What needs to be done: Among the entries that follow, some lines contain the word "улица". Show all of them.

══════════

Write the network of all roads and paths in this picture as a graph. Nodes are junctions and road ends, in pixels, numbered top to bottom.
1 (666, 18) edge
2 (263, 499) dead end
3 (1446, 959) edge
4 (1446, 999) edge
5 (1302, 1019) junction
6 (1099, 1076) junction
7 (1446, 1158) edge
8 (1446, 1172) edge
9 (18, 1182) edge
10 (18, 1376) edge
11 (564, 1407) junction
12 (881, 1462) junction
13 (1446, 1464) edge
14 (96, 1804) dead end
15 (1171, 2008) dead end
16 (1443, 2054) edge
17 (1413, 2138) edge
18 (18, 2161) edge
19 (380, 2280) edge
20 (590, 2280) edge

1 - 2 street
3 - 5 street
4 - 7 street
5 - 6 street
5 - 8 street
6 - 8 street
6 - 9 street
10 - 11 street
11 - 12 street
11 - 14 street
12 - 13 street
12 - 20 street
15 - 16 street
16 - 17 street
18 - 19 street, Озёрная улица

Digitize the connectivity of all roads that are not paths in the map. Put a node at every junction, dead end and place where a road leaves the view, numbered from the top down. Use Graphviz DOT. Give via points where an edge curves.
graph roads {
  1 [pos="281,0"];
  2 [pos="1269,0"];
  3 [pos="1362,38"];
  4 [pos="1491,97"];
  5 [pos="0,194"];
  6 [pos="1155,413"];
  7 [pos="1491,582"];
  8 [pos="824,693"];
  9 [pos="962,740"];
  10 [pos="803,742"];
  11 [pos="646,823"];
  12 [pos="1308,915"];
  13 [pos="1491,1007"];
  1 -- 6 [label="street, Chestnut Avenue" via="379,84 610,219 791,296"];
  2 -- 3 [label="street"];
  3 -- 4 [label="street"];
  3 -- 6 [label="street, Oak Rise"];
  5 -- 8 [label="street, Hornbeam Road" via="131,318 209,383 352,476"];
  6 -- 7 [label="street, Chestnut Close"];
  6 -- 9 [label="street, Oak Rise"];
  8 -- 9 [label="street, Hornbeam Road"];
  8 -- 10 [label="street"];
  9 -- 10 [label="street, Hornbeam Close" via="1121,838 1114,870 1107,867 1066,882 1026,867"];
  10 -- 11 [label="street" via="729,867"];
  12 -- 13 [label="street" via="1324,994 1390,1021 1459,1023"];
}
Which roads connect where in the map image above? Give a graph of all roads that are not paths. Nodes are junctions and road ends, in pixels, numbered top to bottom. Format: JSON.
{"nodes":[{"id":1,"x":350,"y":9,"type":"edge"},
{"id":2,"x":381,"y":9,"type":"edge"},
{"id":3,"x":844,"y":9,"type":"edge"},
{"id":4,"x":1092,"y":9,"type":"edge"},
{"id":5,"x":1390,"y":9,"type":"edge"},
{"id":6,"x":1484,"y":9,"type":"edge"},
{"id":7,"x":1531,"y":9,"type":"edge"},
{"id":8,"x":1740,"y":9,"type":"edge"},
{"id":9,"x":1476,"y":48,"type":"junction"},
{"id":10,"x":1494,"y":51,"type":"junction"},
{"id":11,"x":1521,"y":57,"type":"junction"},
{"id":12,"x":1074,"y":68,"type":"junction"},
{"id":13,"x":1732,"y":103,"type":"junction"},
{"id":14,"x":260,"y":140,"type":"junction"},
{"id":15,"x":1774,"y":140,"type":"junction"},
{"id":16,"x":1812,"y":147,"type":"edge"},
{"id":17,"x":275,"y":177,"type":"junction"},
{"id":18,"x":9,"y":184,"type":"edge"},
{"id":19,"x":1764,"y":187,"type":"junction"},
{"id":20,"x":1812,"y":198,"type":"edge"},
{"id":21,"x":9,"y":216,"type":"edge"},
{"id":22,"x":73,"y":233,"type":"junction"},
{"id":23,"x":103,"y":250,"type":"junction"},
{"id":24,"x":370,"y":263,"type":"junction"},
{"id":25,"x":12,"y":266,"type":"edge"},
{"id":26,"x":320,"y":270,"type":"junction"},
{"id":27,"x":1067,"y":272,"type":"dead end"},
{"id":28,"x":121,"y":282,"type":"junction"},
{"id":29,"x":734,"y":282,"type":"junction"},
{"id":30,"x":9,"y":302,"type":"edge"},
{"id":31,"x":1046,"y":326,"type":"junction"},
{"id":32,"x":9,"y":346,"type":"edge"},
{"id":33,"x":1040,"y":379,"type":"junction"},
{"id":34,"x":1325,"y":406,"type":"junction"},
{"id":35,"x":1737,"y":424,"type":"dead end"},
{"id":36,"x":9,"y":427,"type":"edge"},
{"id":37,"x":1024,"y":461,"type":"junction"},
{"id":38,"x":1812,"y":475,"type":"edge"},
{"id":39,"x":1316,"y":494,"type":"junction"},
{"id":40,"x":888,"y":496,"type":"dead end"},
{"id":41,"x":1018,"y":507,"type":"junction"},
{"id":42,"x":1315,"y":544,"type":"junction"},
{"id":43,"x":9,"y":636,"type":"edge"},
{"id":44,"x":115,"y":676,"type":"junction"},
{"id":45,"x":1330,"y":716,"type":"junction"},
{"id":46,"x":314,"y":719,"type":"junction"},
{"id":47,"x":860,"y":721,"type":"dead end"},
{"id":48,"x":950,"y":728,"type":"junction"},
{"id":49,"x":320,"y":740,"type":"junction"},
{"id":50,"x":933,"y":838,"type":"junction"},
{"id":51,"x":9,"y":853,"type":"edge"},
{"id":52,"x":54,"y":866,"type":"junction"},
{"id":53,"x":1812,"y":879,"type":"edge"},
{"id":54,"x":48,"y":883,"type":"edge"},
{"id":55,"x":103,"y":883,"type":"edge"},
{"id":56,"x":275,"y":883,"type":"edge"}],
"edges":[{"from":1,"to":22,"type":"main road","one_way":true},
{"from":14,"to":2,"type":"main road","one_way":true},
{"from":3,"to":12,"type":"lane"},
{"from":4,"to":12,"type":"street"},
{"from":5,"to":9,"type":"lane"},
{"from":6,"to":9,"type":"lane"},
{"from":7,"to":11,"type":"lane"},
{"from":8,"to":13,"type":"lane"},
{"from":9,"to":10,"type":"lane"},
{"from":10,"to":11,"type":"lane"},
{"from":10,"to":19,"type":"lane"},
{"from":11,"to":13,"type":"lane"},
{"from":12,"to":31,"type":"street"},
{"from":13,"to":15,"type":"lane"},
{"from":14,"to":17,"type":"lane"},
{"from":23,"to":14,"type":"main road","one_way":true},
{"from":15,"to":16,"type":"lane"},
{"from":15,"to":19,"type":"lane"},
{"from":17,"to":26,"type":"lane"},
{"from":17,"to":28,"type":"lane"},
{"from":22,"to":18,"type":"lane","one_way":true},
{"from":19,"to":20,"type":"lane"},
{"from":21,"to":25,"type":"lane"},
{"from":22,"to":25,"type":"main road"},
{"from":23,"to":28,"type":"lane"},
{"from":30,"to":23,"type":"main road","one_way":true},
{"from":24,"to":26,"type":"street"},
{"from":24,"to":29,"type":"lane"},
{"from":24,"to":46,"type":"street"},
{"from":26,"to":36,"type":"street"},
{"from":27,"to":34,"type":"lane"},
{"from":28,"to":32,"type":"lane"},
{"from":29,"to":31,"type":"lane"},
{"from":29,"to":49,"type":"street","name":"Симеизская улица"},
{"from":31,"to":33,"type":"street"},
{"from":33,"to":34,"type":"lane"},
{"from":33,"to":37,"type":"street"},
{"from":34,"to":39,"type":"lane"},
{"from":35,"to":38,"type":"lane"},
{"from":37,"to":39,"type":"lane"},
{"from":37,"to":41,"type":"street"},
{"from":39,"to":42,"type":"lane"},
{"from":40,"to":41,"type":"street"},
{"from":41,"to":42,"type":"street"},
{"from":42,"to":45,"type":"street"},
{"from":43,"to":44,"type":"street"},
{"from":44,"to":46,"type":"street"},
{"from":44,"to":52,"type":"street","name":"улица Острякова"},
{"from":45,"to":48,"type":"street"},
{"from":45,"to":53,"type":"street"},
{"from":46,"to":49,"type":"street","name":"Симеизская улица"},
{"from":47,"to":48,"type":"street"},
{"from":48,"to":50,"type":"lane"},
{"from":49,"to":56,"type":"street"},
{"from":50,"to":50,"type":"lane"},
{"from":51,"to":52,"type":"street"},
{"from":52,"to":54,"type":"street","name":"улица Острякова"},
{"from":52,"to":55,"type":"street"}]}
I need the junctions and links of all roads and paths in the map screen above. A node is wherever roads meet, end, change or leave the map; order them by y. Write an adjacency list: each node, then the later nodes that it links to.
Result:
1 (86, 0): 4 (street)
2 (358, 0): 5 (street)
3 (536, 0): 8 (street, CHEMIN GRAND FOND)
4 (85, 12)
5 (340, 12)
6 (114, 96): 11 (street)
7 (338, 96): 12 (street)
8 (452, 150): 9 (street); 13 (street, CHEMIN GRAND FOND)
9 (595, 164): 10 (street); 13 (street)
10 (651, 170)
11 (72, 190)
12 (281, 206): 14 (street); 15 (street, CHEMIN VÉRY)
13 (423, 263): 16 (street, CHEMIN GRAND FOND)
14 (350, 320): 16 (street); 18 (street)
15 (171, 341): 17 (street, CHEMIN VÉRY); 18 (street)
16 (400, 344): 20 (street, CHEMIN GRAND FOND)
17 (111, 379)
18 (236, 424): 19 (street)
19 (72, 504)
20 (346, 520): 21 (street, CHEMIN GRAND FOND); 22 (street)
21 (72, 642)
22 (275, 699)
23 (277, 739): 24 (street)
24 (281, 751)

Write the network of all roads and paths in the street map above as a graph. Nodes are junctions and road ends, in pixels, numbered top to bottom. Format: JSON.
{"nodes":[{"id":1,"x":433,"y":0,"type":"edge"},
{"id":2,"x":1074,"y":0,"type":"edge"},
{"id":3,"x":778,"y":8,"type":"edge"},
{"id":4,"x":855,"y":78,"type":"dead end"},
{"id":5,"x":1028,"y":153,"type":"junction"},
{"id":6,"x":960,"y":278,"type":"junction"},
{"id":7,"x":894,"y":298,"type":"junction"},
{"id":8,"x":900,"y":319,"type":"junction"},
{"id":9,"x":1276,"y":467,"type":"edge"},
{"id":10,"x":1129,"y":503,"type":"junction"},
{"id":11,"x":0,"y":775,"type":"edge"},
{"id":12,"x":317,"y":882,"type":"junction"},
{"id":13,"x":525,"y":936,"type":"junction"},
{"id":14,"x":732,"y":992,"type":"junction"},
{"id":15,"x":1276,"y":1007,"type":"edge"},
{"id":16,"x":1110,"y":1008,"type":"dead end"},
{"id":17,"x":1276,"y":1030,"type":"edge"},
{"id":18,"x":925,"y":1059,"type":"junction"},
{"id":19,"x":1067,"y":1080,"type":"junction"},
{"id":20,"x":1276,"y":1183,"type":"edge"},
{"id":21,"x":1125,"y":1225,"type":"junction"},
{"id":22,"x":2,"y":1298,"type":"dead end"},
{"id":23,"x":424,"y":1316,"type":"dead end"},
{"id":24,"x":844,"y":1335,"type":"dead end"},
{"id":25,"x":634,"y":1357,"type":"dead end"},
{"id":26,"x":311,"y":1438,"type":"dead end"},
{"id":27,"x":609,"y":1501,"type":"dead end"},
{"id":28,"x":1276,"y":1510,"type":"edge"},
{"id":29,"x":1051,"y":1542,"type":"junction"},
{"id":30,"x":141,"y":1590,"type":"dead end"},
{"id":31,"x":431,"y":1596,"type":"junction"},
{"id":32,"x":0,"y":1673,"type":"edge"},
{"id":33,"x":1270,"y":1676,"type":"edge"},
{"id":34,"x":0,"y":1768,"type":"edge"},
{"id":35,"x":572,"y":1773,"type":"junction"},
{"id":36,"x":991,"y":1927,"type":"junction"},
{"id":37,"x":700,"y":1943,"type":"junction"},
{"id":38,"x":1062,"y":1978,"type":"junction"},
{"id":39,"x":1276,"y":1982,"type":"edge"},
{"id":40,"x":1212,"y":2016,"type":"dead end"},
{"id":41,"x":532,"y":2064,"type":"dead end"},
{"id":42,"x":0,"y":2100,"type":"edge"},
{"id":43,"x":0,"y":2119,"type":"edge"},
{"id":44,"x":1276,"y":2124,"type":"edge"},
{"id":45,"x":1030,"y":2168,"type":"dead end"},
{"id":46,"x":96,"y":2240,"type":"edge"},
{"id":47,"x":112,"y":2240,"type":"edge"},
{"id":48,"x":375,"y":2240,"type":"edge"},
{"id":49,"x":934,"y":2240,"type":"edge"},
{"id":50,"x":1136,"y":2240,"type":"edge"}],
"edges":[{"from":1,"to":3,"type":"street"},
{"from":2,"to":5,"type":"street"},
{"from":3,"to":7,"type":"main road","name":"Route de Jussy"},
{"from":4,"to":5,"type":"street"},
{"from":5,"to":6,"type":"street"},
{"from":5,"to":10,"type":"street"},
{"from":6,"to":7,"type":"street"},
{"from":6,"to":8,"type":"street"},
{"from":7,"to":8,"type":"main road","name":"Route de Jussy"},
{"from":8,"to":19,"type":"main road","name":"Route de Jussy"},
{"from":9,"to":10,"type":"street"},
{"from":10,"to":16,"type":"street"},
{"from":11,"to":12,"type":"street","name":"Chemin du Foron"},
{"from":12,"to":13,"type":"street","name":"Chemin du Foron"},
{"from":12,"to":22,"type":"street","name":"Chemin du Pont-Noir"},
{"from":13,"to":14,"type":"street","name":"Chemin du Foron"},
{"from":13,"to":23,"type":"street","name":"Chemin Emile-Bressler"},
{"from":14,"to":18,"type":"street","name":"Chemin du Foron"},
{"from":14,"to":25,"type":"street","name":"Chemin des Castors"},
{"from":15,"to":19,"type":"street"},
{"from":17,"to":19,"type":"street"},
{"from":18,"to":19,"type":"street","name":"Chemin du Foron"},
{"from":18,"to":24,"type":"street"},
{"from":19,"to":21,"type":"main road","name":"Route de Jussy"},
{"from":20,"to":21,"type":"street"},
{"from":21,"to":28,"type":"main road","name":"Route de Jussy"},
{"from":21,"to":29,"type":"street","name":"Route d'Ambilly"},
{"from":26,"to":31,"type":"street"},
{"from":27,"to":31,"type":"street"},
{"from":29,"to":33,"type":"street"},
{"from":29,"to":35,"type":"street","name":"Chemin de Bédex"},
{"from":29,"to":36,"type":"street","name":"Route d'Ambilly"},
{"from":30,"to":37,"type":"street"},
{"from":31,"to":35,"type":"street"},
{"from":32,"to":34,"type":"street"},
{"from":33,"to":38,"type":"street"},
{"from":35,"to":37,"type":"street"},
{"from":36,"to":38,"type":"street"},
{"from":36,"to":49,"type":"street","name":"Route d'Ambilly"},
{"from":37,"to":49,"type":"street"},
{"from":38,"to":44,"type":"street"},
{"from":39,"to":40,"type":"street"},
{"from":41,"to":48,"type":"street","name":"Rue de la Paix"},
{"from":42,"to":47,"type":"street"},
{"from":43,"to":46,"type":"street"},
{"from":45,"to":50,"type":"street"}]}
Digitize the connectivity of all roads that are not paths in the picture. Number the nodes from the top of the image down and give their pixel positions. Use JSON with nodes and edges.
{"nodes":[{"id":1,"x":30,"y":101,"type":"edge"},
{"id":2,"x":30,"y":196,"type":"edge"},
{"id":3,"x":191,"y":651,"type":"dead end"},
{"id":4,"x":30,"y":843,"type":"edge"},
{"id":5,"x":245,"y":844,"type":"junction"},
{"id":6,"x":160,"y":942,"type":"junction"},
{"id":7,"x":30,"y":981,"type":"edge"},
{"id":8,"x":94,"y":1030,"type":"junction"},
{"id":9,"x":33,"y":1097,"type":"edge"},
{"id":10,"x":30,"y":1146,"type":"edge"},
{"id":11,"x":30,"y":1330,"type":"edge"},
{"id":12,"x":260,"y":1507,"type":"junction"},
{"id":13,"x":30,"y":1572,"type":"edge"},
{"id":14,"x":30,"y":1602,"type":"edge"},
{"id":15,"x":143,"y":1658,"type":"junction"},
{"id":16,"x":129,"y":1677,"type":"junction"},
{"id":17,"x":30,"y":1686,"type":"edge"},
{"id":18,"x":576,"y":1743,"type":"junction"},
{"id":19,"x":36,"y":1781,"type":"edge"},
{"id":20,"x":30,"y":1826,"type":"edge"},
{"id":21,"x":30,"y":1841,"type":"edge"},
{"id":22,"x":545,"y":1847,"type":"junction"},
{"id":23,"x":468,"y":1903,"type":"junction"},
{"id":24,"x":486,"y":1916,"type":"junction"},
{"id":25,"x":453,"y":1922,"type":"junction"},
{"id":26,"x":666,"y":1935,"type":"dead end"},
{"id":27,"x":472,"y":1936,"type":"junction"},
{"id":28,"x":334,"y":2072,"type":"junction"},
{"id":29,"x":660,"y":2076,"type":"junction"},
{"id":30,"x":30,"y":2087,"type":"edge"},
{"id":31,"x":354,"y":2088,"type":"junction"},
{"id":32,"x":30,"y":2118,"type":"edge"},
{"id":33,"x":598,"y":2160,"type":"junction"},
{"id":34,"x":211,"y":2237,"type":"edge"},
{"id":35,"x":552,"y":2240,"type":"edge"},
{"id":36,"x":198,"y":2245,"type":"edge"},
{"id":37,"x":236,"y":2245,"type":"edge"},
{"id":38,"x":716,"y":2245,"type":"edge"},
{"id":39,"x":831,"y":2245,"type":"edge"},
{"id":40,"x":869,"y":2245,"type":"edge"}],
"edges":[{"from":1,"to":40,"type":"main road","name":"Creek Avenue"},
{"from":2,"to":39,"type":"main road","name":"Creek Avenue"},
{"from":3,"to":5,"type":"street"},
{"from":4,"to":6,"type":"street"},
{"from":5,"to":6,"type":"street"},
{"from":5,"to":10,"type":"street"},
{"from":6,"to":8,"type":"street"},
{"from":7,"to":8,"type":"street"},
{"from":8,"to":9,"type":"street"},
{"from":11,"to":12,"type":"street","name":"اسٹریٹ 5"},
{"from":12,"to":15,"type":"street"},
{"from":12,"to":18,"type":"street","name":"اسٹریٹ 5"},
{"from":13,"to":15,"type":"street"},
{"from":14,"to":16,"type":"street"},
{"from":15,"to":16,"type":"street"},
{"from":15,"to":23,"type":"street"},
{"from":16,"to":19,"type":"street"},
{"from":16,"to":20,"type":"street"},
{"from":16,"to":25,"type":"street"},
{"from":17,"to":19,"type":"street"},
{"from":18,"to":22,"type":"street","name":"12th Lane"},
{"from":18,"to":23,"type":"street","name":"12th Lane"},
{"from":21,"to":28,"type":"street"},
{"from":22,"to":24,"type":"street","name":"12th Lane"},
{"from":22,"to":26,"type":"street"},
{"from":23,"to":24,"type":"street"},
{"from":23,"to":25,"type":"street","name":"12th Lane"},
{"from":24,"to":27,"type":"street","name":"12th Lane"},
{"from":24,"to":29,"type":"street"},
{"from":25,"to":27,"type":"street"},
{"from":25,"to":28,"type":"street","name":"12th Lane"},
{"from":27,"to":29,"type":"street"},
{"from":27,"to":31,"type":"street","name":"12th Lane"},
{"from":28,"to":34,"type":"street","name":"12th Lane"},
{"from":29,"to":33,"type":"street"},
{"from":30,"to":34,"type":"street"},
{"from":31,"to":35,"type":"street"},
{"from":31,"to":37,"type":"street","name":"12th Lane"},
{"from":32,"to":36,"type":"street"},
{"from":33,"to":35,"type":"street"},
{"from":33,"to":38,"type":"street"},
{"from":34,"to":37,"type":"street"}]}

══════════

Written response:
18 - 19 street, Озёрная улица
{"from":29,"to":49,"type":"street","name":"Симеизская улица"},
{"from":44,"to":52,"type":"street","name":"улица Острякова"},
{"from":46,"to":49,"type":"street","name":"Симеизская улица"},
{"from":52,"to":54,"type":"street","name":"улица Острякова"},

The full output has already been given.